Visual representation of two uses of radiation and how low-dose radiation and high-dose radiation affect the immune cell cycle. High-dose radiation is beneficial in directly killing primary tumor cells (1), which allows antigen release (2) and leads to T-cell priming (3). Immunotherapy decreases T-cell exhaustion and enhances lymphocyte trafficking to secondary tumors (4). Low-dose radiation, by contrast, modulated the tumor stroma and enhances infiltration of natural killer (NK) cells and T cells into secondary tumor sites (5), leading to enhanced immune-cell recognition of tumor cells (6) and resulting in ongoing tumor cell killing (1) and antigen release (2).

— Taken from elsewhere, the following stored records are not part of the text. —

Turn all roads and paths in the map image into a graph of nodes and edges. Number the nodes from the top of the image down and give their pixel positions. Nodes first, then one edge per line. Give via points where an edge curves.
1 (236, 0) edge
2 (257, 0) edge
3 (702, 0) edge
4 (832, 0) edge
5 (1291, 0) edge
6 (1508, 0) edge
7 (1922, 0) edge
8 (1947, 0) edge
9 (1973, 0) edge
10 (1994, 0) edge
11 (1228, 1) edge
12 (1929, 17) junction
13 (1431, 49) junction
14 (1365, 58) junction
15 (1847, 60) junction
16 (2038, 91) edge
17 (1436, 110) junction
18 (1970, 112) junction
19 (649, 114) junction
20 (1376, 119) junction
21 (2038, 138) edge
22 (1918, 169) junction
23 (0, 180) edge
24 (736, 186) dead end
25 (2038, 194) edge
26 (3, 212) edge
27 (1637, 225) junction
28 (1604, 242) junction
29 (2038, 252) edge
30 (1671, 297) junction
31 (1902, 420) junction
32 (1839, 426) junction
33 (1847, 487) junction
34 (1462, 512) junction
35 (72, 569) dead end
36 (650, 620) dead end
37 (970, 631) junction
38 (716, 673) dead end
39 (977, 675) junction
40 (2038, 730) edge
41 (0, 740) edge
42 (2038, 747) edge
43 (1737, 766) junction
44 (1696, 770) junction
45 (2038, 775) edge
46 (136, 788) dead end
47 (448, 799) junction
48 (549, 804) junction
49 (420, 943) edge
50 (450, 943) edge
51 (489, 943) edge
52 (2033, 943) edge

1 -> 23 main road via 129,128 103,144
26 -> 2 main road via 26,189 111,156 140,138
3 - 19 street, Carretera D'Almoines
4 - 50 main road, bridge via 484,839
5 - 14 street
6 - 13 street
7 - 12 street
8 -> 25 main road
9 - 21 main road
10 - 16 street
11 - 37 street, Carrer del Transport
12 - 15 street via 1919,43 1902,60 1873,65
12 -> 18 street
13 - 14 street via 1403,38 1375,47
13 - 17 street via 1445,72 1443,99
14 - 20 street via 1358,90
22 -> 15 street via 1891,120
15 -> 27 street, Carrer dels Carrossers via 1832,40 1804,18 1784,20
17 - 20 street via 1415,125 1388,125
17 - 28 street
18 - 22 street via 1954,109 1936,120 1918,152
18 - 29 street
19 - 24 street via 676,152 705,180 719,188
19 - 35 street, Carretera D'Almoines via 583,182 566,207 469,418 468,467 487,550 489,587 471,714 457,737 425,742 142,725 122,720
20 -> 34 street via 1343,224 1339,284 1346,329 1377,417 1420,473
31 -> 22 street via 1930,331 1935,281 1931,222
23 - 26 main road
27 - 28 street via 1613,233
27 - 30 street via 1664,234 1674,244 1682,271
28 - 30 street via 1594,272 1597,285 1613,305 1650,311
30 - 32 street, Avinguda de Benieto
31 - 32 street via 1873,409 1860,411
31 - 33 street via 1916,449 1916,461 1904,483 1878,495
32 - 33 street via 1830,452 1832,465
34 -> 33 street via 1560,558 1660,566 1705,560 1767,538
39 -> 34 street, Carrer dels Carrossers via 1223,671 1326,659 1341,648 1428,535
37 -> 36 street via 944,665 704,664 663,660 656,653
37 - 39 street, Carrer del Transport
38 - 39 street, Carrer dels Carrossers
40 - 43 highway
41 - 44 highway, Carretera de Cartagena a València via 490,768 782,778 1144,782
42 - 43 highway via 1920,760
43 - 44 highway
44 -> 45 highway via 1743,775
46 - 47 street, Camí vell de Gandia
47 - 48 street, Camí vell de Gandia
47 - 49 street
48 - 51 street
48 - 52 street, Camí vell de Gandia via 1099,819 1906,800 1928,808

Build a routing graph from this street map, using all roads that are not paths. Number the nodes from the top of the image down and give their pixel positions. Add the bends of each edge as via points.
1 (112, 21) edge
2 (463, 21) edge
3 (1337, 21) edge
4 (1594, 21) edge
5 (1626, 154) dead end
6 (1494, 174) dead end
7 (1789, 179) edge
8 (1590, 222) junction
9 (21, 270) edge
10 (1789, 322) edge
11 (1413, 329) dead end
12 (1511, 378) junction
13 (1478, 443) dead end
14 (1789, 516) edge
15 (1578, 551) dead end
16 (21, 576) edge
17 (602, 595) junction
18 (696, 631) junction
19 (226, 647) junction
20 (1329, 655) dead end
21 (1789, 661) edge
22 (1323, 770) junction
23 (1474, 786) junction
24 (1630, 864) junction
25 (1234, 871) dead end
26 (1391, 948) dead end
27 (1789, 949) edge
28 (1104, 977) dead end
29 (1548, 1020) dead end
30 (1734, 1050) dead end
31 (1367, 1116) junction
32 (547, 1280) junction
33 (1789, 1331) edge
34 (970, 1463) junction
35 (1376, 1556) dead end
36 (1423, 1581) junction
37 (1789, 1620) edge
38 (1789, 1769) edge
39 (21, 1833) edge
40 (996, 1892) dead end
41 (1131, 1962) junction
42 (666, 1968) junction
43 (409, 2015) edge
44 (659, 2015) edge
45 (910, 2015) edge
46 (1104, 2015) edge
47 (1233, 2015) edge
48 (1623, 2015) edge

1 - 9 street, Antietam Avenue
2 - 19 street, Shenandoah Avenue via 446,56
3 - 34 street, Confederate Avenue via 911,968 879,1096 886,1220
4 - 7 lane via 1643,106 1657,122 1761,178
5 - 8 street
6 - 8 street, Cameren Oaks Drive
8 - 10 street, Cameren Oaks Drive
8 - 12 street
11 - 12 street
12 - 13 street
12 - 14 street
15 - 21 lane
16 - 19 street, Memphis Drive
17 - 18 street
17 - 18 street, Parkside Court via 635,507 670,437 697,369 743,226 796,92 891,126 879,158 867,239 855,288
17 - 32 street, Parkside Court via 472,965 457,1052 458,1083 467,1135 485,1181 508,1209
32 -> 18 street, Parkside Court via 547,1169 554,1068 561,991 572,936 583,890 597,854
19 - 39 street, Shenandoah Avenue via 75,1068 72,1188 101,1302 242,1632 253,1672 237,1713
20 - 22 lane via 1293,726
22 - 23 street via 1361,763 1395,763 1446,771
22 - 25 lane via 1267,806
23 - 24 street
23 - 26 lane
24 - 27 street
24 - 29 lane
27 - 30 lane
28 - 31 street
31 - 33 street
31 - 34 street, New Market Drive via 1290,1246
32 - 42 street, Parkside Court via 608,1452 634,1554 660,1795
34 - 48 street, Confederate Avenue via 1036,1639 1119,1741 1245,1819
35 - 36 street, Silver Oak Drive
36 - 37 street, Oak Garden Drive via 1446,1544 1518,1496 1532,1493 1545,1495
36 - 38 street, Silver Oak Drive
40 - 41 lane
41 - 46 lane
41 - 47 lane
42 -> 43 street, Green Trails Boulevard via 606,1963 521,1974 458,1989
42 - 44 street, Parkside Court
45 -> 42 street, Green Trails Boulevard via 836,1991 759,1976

Abbreviations: DAMPs, danger-associated molecular patterns; MHC1, major histocompatibility complex 1; ICOS, the immune checkpoint ‘inducible co-stimulator’; MDSCs, myeloid-derived suppressor cells; Tregs, T regulatory cells; TGF-β, tumor growth factor-beta; TAMs, tumor-associated macrophages

In conclusion, this report further demonstrates the effects of low-dose radiation in combination with high-dose radiation and immunotherapy. Low-dose radiation appears to provide beneficial responses in secondary tumors and may yield durable systemic responses to immunotherapy. Further prospective investigations are warranted to evaluate the efficacy of this approach.